**Material shown:**

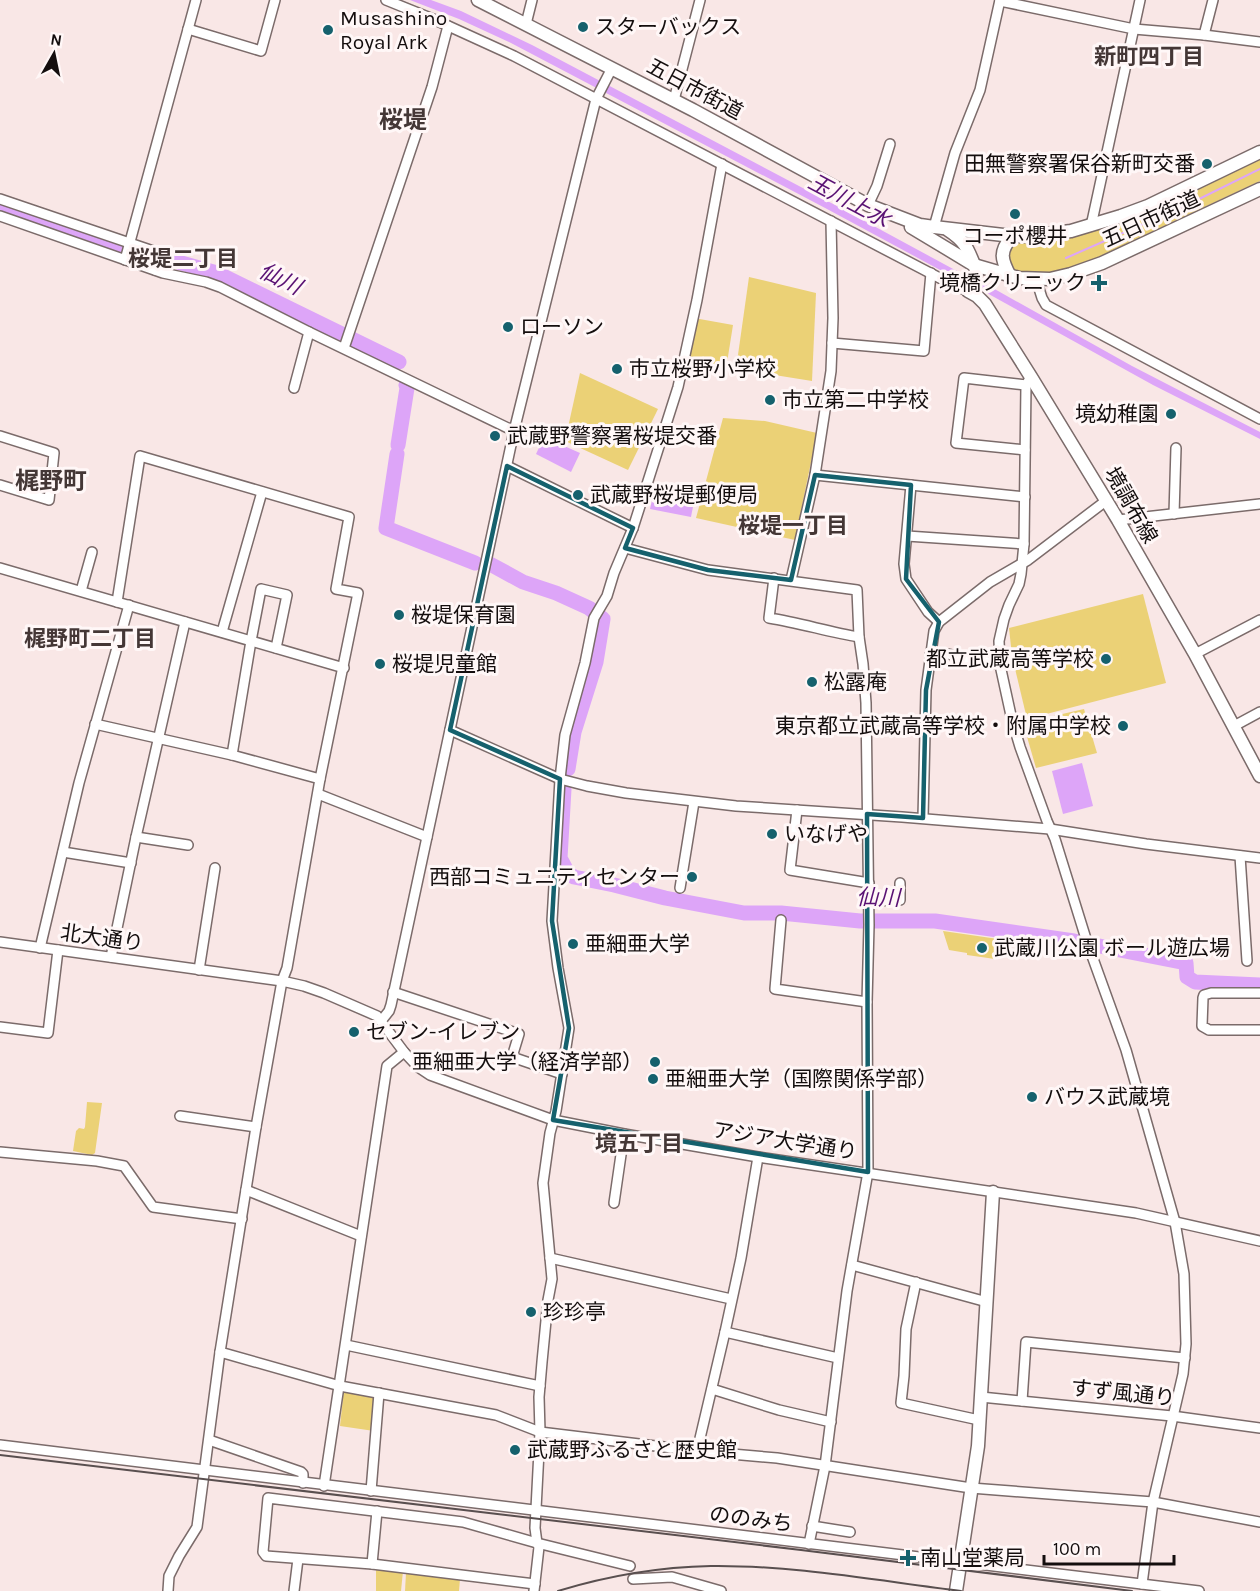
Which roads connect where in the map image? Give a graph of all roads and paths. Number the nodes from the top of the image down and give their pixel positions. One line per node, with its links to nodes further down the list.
1 (196, 0): 12 (street)
2 (275, 0): 12 (street)
3 (386, 0): 11 (street)
4 (478, 0): 10 (main road, 五日市街道)
5 (532, 0): 10 (street)
6 (700, 0): 18 (street)
7 (1140, 0): 13 (street)
8 (1213, 0): 14 (street)
9 (1000, 1): 13 (street); 29 (street)
10 (525, 24): 16 (main road, 五日市街道)
11 (448, 26): 17 (street); 42 (street)
12 (188, 29): 32 (street)
13 (1134, 29): 14 (street); 28 (street)
14 (1204, 35): 15 (street)
15 (1260, 42)
16 (610, 72): 17 (street); 18 (main road, 五日市街道)
17 (597, 97): 21 (street); 46 (street)
18 (674, 100): 24 (main road, 五日市街道)
19 (890, 144): 24 (street)
20 (1260, 152): 28 (main road, 五日市街道)
21 (722, 164): 27 (street); 60 (street)
22 (1260, 189): 38 (main road, 五日市街道)
23 (0, 199): 32 (street)
24 (868, 205): 25 (main road, 五日市街道)
25 (893, 215): 29 (main road, 五日市街道); 34 (main road, 五日市街道)
26 (0, 216): 33 (street)
27 (831, 221): 36 (street); 41 (street)
28 (1091, 226): 31 (main road, 五日市街道)
29 (941, 228): 30 (main road, 五日市街道); 34 (main road)
30 (988, 234): 31 (main road, 五日市街道); 34 (main road)
31 (1012, 236): 37 (main road)
32 (130, 243): 33 (street); 35 (street)
33 (125, 260): 35 (street)
34 (975, 268): 37 (main road, 五日市街道); 39 (main road)
35 (155, 270): 40 (street)
36 (930, 273): 39 (street); 41 (street)
37 (1010, 276): 38 (main road, 五日市街道)
38 (1036, 279): 45 (street)
39 (969, 289): 43 (main road, 境調布線)
40 (309, 332): 42 (street); 44 (street)
41 (832, 343): 51 (street)
42 (346, 345): 46 (street)
43 (1029, 381): 49 (street); 49 (street); 56 (main road, 境調布線)
44 (294, 388)
45 (1260, 419)
46 (514, 431): 50 (street)
47 (0, 436): 52 (street)
48 (1176, 448): 58 (street)
49 (1025, 450): 55 (street)
50 (507, 466): 60 (street); 86 (street)
51 (815, 475): 53 (street); 68 (street)
52 (0, 484)
53 (911, 485): 55 (street); 61 (street)
54 (262, 492): 70 (street); 75 (street); 82 (street)
55 (1024, 497): 62 (street)
56 (1107, 500): 59 (main road, 境調布線); 65 (street)
57 (1260, 504): 58 (street)
58 (1174, 513): 59 (street)
59 (1118, 520): 79 (main road, 境調布線)
60 (633, 528): 63 (street)
61 (907, 536): 62 (street); 74 (street)
62 (1024, 544): 65 (street)
63 (625, 548): 67 (street); 91 (street)
64 (92, 552): 69 (street)
65 (1025, 561): 74 (street); 81 (street)
66 (0, 568): 69 (street)
67 (774, 578): 68 (street); 76 (street)
68 (791, 580): 76 (street)
69 (81, 591): 70 (street)
70 (117, 602): 71 (street)
71 (129, 605): 73 (street); 84 (street)
72 (1260, 620): 79 (street)
73 (185, 622): 75 (street); 87 (street)
74 (939, 622): 80 (street)
75 (222, 632): 77 (street)
76 (859, 637): 95 (street)
77 (251, 641): 78 (street); 78 (street); 88 (street)
78 (276, 648): 82 (street)
79 (1195, 654): 85 (main road, 境調布線)
80 (930, 655): 81 (street); 96 (street)
81 (1000, 665): 97 (street)
82 (344, 668): 90 (street)
83 (1260, 712): 85 (street)
84 (95, 724): 87 (street); 101 (street)
85 (1234, 726): 89 (main road, 境調布線)
86 (450, 730): 91 (street); 99 (street)
87 (159, 738): 88 (street); 98 (street)
88 (232, 755): 90 (street)
89 (1260, 776)
90 (320, 779): 92 (street)
91 (560, 779): 93 (street); 125 (street)
92 (318, 794): 99 (street); 117 (street)
93 (694, 802): 94 (street); 108 (street)
94 (797, 810): 95 (street); 106 (street)
95 (867, 814): 96 (street); 106 (street)
96 (923, 818): 97 (street)
97 (1050, 829): 102 (street); 137 (street)
98 (136, 837): 100 (street); 104 (street)
99 (427, 837): 118 (street)
100 (188, 845)
101 (63, 852): 104 (street); 112 (street)
102 (1240, 856): 103 (street); 115 (street)
103 (1260, 858)
104 (130, 863): 114 (street)
105 (215, 868): 116 (street)
106 (869, 883): 109 (street)
107 (900, 883): 109 (street)
108 (680, 888)
109 (869, 901): 120 (street)
110 (781, 920): 120 (street)
111 (0, 942): 112 (street, 北大通り)
112 (40, 948): 113 (street, 北大通り)
113 (58, 950): 114 (street, 北大通り); 122 (street)
114 (111, 957): 116 (street, 北大通り)
115 (1247, 961)
116 (199, 970): 117 (street, アジア大学通り)
117 (282, 981): 121 (street, アジア大学通り); 128 (street)
118 (393, 992): 121 (street); 125 (street)
119 (1260, 993): 123 (street)
120 (867, 1002): 132 (street)
121 (381, 1021): 124 (street, アジア大学通り)
122 (0, 1027)
123 (1260, 1030)
124 (404, 1052): 127 (street, アジア大学通り); 138 (street)
125 (562, 1074): 127 (street)
126 (180, 1116): 128 (street)
127 (553, 1120): 129 (street, アジア大学通り); 140 (street)
128 (256, 1127): 133 (street)
129 (624, 1134): 131 (street, アジア大学通り); 135 (street)
130 (0, 1152): 136 (street)
131 (758, 1157): 132 (street, アジア大学通り); 143 (street)
132 (868, 1172): 134 (street, アジア大学通り); 141 (street)
133 (246, 1190): 136 (street); 138 (street)
134 (993, 1192): 137 (street, アジア大学通り); 144 (main road)
135 (614, 1203)
136 (242, 1219): 147 (street)
137 (1175, 1222): 139 (street, アジア大学通り); 149 (street)
138 (362, 1236): 146 (street)
139 (1260, 1241)
140 (549, 1258): 143 (street); 151 (street)
141 (852, 1265): 142 (street); 148 (street)
142 (916, 1282): 144 (street); 157 (street)
143 (731, 1299): 145 (street)
144 (987, 1302): 154 (main road)
145 (725, 1332): 148 (street); 152 (street)
146 (346, 1345): 150 (street); 151 (street)
147 (220, 1352): 150 (street); 161 (street)
148 (838, 1358): 158 (street)
149 (1185, 1358): 155 (street); 156 (street)
150 (340, 1386): 153 (street); 167 (street)
151 (540, 1386): 160 (street)
152 (712, 1389): 158 (street); 163 (street)
153 (379, 1393): 160 (street); 169 (street)
154 (981, 1397): 155 (street, すず風通り); 157 (main road)
155 (1022, 1401): 156 (street, すず風通り)
156 (1172, 1416): 159 (street, すず風通り); 170 (street)
157 (979, 1420): 168 (main road)
158 (831, 1422): 164 (street)
159 (1260, 1428)
160 (540, 1432): 163 (street); 172 (street)
161 (209, 1440): 165 (street); 166 (street)
162 (0, 1446): 165 (street, ののみち)
163 (697, 1451): 164 (street)
164 (825, 1466): 168 (street); 174 (street)
165 (205, 1471): 166 (street, ののみち); 185 (street)
166 (303, 1483): 167 (street, ののみち)
167 (324, 1486): 169 (street, ののみち)
168 (971, 1488): 170 (street); 179 (main road)
169 (371, 1491): 172 (street, ののみち)
170 (1153, 1502): 173 (street); 183 (street)
171 (377, 1511): 176 (street); 178 (street); 180 (street)
172 (537, 1511): 176 (street); 177 (street, ののみち)
173 (1260, 1522)
174 (812, 1526): 175 (street); 177 (street)
175 (850, 1532)
176 (537, 1543): 181 (street); 184 (street)
177 (809, 1544): 179 (street, ののみち)
178 (298, 1559): 180 (street); 186 (street)
179 (961, 1562): 183 (street, ののみち); 188 (main road)
180 (372, 1564): 184 (street)
181 (630, 1566)
182 (633, 1580): 187 (street)
183 (1142, 1584): 189 (street, ののみち)
184 (535, 1587)
185 (168, 1591)
186 (294, 1591)
187 (721, 1591)
188 (956, 1591)
189 (1199, 1591)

**What the exercise asks:** Pull out every line of the records that includes the string "アジア大学通り".

**Exercise response:**
116 (199, 970): 117 (street, アジア大学通り)
117 (282, 981): 121 (street, アジア大学通り); 128 (street)
121 (381, 1021): 124 (street, アジア大学通り)
124 (404, 1052): 127 (street, アジア大学通り); 138 (street)
127 (553, 1120): 129 (street, アジア大学通り); 140 (street)
129 (624, 1134): 131 (street, アジア大学通り); 135 (street)
131 (758, 1157): 132 (street, アジア大学通り); 143 (street)
132 (868, 1172): 134 (street, アジア大学通り); 141 (street)
134 (993, 1192): 137 (street, アジア大学通り); 144 (main road)
137 (1175, 1222): 139 (street, アジア大学通り); 149 (street)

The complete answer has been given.